Munster Rugby’s fate now in the hands of Rassie Erasmus
Yet the prickly demeanour yesterday of Foley, whose third season in the job next term is assured but will see him no longer pick the team he has coached in the previous two, nor have a coaching staff of his choosing, suggested the South African’s arrival in the province this July will not be met with unconfined joy.
“I would think if you fellas would like to think he is undermined, you could think he is,” Fitzgerald said yesterday. “But from the discussions I have had with him, and they have been long, honest, and straight on the thing itself, you can get that perception. He could have that himself, but I don’t think so.”
Former Springbok captain Erasmus, whose departure as South African Rugby’s high performance general manager after four years was also announced by the SARFU yesterday, has been given carte blanche to overhaul a Munster Rugby outfit that has crashed out of the Champions Cup at the pool stage for two seasons in a row under Foley and has just two games left in the Guinness PRO12 to secure European rugby for next season.

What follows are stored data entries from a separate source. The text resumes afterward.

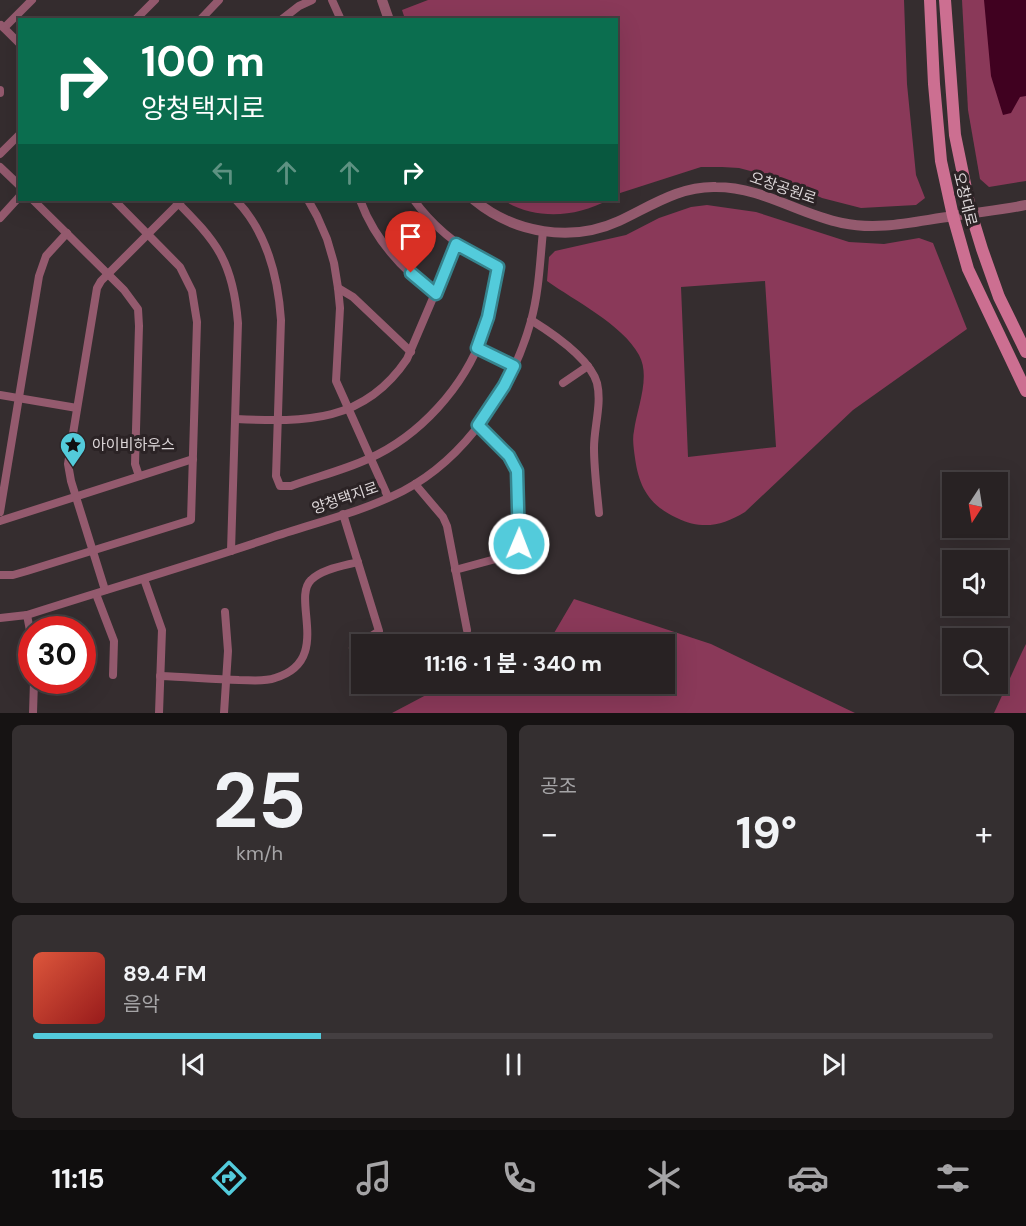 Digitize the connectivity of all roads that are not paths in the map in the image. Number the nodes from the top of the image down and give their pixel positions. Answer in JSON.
{"nodes":[{"id":1,"x":32,"y":0,"type":"edge"},
{"id":2,"x":155,"y":0,"type":"edge"},
{"id":3,"x":219,"y":0,"type":"edge"},
{"id":4,"x":312,"y":0,"type":"edge"},
{"id":5,"x":332,"y":0,"type":"edge"},
{"id":6,"x":382,"y":0,"type":"edge"},
{"id":7,"x":930,"y":0,"type":"edge"},
{"id":8,"x":945,"y":0,"type":"edge"},
{"id":9,"x":137,"y":18,"type":"edge"},
{"id":10,"x":202,"y":18,"type":"edge"},
{"id":11,"x":284,"y":18,"type":"edge"},
{"id":12,"x":340,"y":18,"type":"edge"},
{"id":13,"x":388,"y":18,"type":"edge"},
{"id":14,"x":2,"y":26,"type":"edge"},
{"id":15,"x":18,"y":42,"type":"edge"},
{"id":16,"x":18,"y":136,"type":"edge"},
{"id":17,"x":0,"y":154,"type":"edge"},
{"id":18,"x":0,"y":167,"type":"edge"},
{"id":19,"x":18,"y":184,"type":"edge"},
{"id":20,"x":18,"y":198,"type":"edge"},
{"id":21,"x":34,"y":201,"type":"edge"},
{"id":22,"x":115,"y":201,"type":"edge"},
{"id":23,"x":178,"y":201,"type":"edge"},
{"id":24,"x":237,"y":201,"type":"edge"},
{"id":25,"x":309,"y":201,"type":"edge"},
{"id":26,"x":360,"y":201,"type":"edge"},
{"id":27,"x":415,"y":201,"type":"edge"},
{"id":28,"x":475,"y":201,"type":"edge"},
{"id":29,"x":1026,"y":206,"type":"edge"},
{"id":30,"x":971,"y":213,"type":"junction"},
{"id":31,"x":953,"y":216,"type":"junction"},
{"id":32,"x":0,"y":218,"type":"edge"},
{"id":33,"x":543,"y":231,"type":"junction"},
{"id":34,"x":67,"y":233,"type":"junction"},
{"id":35,"x":148,"y":234,"type":"junction"},
{"id":36,"x":456,"y":244,"type":"junction"},
{"id":37,"x":108,"y":274,"type":"junction"},
{"id":38,"x":338,"y":288,"type":"junction"},
{"id":39,"x":436,"y":294,"type":"junction"},
{"id":40,"x":531,"y":320,"type":"junction"},
{"id":41,"x":477,"y":348,"type":"junction"},
{"id":42,"x":411,"y":352,"type":"junction"},
{"id":43,"x":1026,"y":352,"type":"edge"},
{"id":44,"x":514,"y":366,"type":"junction"},
{"id":45,"x":588,"y":366,"type":"junction"},
{"id":46,"x":563,"y":383,"type":"dead end"},
{"id":47,"x":1026,"y":391,"type":"edge"},
{"id":48,"x":0,"y":395,"type":"edge"},
{"id":49,"x":19,"y":398,"type":"junction"},
{"id":50,"x":77,"y":408,"type":"junction"},
{"id":51,"x":348,"y":409,"type":"junction"},
{"id":52,"x":236,"y":419,"type":"junction"},
{"id":53,"x":278,"y":420,"type":"junction"},
{"id":54,"x":478,"y":425,"type":"junction"},
{"id":55,"x":371,"y":458,"type":"junction"},
{"id":56,"x":193,"y":459,"type":"junction"},
{"id":57,"x":139,"y":476,"type":"junction"},
{"id":58,"x":415,"y":484,"type":"junction"},
{"id":59,"x":76,"y":497,"type":"junction"},
{"id":60,"x":388,"y":497,"type":"junction"},
{"id":61,"x":0,"y":512,"type":"edge"},
{"id":62,"x":600,"y":513,"type":"dead end"},
{"id":63,"x":343,"y":514,"type":"junction"},
{"id":64,"x":0,"y":521,"type":"edge"},
{"id":65,"x":93,"y":551,"type":"junction"},
{"id":66,"x":231,"y":551,"type":"junction"},
{"id":67,"x":358,"y":561,"type":"junction"},
{"id":68,"x":455,"y":570,"type":"junction"},
{"id":69,"x":0,"y":575,"type":"edge"},
{"id":70,"x":144,"y":579,"type":"junction"},
{"id":71,"x":105,"y":590,"type":"junction"},
{"id":72,"x":96,"y":594,"type":"junction"},
{"id":73,"x":225,"y":612,"type":"dead end"},
{"id":74,"x":27,"y":615,"type":"joint"},
{"id":75,"x":0,"y":618,"type":"edge"},
{"id":76,"x":467,"y":630,"type":"dead end"},
{"id":77,"x":374,"y":634,"type":"edge"},
{"id":78,"x":113,"y":675,"type":"dead end"},
{"id":79,"x":160,"y":675,"type":"junction"},
{"id":80,"x":226,"y":680,"type":"junction"},
{"id":81,"x":34,"y":694,"type":"edge"},
{"id":82,"x":33,"y":713,"type":"edge"},
{"id":83,"x":159,"y":713,"type":"edge"},
{"id":84,"x":224,"y":713,"type":"edge"}],
"edges":[{"from":1,"to":14,"type":"street"},
{"from":2,"to":9,"type":"street"},
{"from":3,"to":10,"type":"street"},
{"from":4,"to":11,"type":"street"},
{"from":5,"to":12,"type":"street"},
{"from":6,"to":13,"type":"street"},
{"from":7,"to":31,"type":"main road","name":"오창대로"},
{"from":8,"to":30,"type":"main road","name":"오창대로"},
{"from":14,"to":15,"type":"street"},
{"from":16,"to":17,"type":"street"},
{"from":18,"to":19,"type":"street"},
{"from":20,"to":32,"type":"street"},
{"from":21,"to":34,"type":"street"},
{"from":22,"to":35,"type":"street"},
{"from":23,"to":35,"type":"street"},
{"from":23,"to":52,"type":"street"},
{"from":24,"to":53,"type":"street"},
{"from":25,"to":38,"type":"street"},
{"from":26,"to":39,"type":"street"},
{"from":27,"to":36,"type":"street"},
{"from":28,"to":33,"type":"street","name":"오창공원로"},
{"from":29,"to":30,"type":"street","name":"오창공원로"},
{"from":30,"to":31,"type":"street","name":"오창공원로"},
{"from":30,"to":43,"type":"main road","name":"오창대로"},
{"from":31,"to":33,"type":"street","name":"오창공원로"},
{"from":31,"to":47,"type":"main road","name":"오창대로"},
{"from":33,"to":40,"type":"street","name":"양청택지로"},
{"from":34,"to":37,"type":"street"},
{"from":34,"to":49,"type":"street"},
{"from":35,"to":37,"type":"street"},
{"from":35,"to":56,"type":"street"},
{"from":36,"to":39,"type":"street"},
{"from":36,"to":41,"type":"street"},
{"from":37,"to":50,"type":"street"},
{"from":37,"to":57,"type":"street"},
{"from":38,"to":42,"type":"street"},
{"from":38,"to":51,"type":"street"},
{"from":39,"to":42,"type":"street"},
{"from":40,"to":44,"type":"street","name":"양청택지로"},
{"from":40,"to":45,"type":"street"},
{"from":41,"to":44,"type":"street"},
{"from":41,"to":55,"type":"street"},
{"from":42,"to":51,"type":"street"},
{"from":44,"to":54,"type":"street","name":"양청택지로"},
{"from":45,"to":46,"type":"street"},
{"from":45,"to":62,"type":"street"},
{"from":48,"to":49,"type":"street"},
{"from":49,"to":50,"type":"street"},
{"from":49,"to":61,"type":"street"},
{"from":50,"to":59,"type":"street"},
{"from":51,"to":53,"type":"street"},
{"from":51,"to":55,"type":"street"},
{"from":52,"to":53,"type":"street"},
{"from":52,"to":66,"type":"street"},
{"from":53,"to":55,"type":"street"},
{"from":54,"to":58,"type":"street","name":"양청택지로"},
{"from":54,"to":68,"type":"street"},
{"from":55,"to":60,"type":"street"},
{"from":56,"to":57,"type":"street"},
{"from":56,"to":65,"type":"street"},
{"from":57,"to":59,"type":"street"},
{"from":58,"to":60,"type":"street","name":"양청택지로"},
{"from":58,"to":68,"type":"street"},
{"from":59,"to":64,"type":"street"},
{"from":59,"to":65,"type":"street"},
{"from":60,"to":63,"type":"street","name":"양청택지로"},
{"from":63,"to":66,"type":"street","name":"양청택지로"},
{"from":63,"to":67,"type":"street"},
{"from":65,"to":69,"type":"street"},
{"from":65,"to":71,"type":"street"},
{"from":66,"to":70,"type":"street","name":"양청택지로"},
{"from":67,"to":77,"type":"street"},
{"from":67,"to":80,"type":"street"},
{"from":68,"to":76,"type":"street"},
{"from":70,"to":71,"type":"street","name":"양청택지로"},
{"from":70,"to":79,"type":"street"},
{"from":71,"to":72,"type":"street","name":"양청택지로"},
{"from":72,"to":74,"type":"street","name":"양청택지로"},
{"from":72,"to":78,"type":"street"},
{"from":73,"to":80,"type":"street"},
{"from":74,"to":75,"type":"street","name":"양청택지로"},
{"from":79,"to":80,"type":"street"},
{"from":79,"to":83,"type":"street"},
{"from":80,"to":84,"type":"street"},
{"from":81,"to":82,"type":"street"}]}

Erasmus, 43, coached the Free State Cheetahs to a Currie Cup in 2005, became that province’s first Super Rugby franchise head coach and served the Springboks as a technical adviser during their victorious 2007 World Cup-winning campaign.
He will leave his present high performance role after Ireland’s series in South Africa at the end of June.
SA Rugby chief executive Jurie Roux admitted “it will be difficult to replace Rassie” after “the massive contribution he has made in establishing the Rugby Department and ensuring SA Rugby remain leaders on and off the field”.
Foley, who in March signed a one-year contract extension that will run until June 2017, also recognised his new boss’s accomplishments but, speaking before Erasmus’s arrival at Munster was officially announced, noted: “He has a different opinion, comes from a different way of doing it. He comes from a high performance unit within South Africa. He has played, worked at the highest level, so other than that, I’d say ye have more information on those sheets of paper in front of ye than I do,” referring to the Munster press release confirming the appointment.
How did he envisage working with Erasmus?
“We’ll see,” was Foley’s terse response.
In fairness, Foley was there to talk about more immediate issues, like this Friday’s must-win game in Cork against Edinburgh, one place above Munster in the sixth and final qualifying place for Champions Cup rugby next season.
Even if Foley succeeds over the last two games of the campaign, he will convert to effectively a behind-the-scenes role as head coach for 2016-17, with his current assistant Ian Costello departing for English Championship side Nottingham, technical advisor Mick O’Driscoll leaving to concentrate on business matters and the futures of backs coach Brian Walsh and scrum coach Jerry Flannery still to be resolved. Their fate, as well as Munster Rugby’s in general, is now in the hands of Rassie Erasmus.